(Saved entries)
((
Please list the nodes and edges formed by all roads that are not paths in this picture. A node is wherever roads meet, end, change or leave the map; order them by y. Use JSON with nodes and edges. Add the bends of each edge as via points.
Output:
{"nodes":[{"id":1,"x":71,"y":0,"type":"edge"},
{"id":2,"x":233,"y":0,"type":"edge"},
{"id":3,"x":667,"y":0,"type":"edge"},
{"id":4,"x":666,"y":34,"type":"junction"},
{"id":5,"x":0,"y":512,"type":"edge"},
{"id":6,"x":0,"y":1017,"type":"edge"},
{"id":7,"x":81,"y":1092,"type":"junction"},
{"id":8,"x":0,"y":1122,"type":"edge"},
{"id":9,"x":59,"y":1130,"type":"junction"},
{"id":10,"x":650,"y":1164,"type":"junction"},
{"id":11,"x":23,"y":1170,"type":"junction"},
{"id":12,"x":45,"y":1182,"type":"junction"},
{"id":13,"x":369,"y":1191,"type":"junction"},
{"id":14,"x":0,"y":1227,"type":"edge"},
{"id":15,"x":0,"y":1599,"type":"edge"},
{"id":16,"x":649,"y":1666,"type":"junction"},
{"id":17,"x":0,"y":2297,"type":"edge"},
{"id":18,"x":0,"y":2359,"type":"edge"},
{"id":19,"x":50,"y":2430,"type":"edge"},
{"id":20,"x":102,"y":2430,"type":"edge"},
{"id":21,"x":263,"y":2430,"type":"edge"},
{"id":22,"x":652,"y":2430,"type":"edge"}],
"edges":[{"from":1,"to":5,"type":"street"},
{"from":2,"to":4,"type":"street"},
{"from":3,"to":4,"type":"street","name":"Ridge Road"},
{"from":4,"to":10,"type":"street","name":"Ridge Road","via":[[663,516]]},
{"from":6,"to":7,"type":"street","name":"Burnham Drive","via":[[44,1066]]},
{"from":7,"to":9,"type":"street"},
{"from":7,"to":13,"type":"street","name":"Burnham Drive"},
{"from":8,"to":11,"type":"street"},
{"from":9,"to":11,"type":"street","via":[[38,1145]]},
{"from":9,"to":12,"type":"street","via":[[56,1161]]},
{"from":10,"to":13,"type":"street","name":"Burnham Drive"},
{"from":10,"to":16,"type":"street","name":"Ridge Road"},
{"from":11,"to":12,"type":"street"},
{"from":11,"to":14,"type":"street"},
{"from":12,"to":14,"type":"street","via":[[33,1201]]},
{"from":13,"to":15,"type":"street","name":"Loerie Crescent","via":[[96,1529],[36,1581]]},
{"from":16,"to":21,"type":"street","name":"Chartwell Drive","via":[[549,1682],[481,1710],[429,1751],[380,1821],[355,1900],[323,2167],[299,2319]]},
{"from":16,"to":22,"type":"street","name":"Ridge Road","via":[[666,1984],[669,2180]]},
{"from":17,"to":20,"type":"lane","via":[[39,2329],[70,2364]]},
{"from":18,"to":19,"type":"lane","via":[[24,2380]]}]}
))
# WHAT YOU HAVE TO DO
Isolate the lines above that contain the word "name" and copy them.

# OUTPUT FOR THIS EXERCISE
{"from":3,"to":4,"type":"street","name":"Ridge Road"},
{"from":4,"to":10,"type":"street","name":"Ridge Road","via":[[663,516]]},
{"from":6,"to":7,"type":"street","name":"Burnham Drive","via":[[44,1066]]},
{"from":7,"to":13,"type":"street","name":"Burnham Drive"},
{"from":10,"to":13,"type":"street","name":"Burnham Drive"},
{"from":10,"to":16,"type":"street","name":"Ridge Road"},
{"from":13,"to":15,"type":"street","name":"Loerie Crescent","via":[[96,1529],[36,1581]]},
{"from":16,"to":21,"type":"street","name":"Chartwell Drive","via":[[549,1682],[481,1710],[429,1751],[380,1821],[355,1900],[323,2167],[299,2319]]},
{"from":16,"to":22,"type":"street","name":"Ridge Road","via":[[666,1984],[669,2180]]},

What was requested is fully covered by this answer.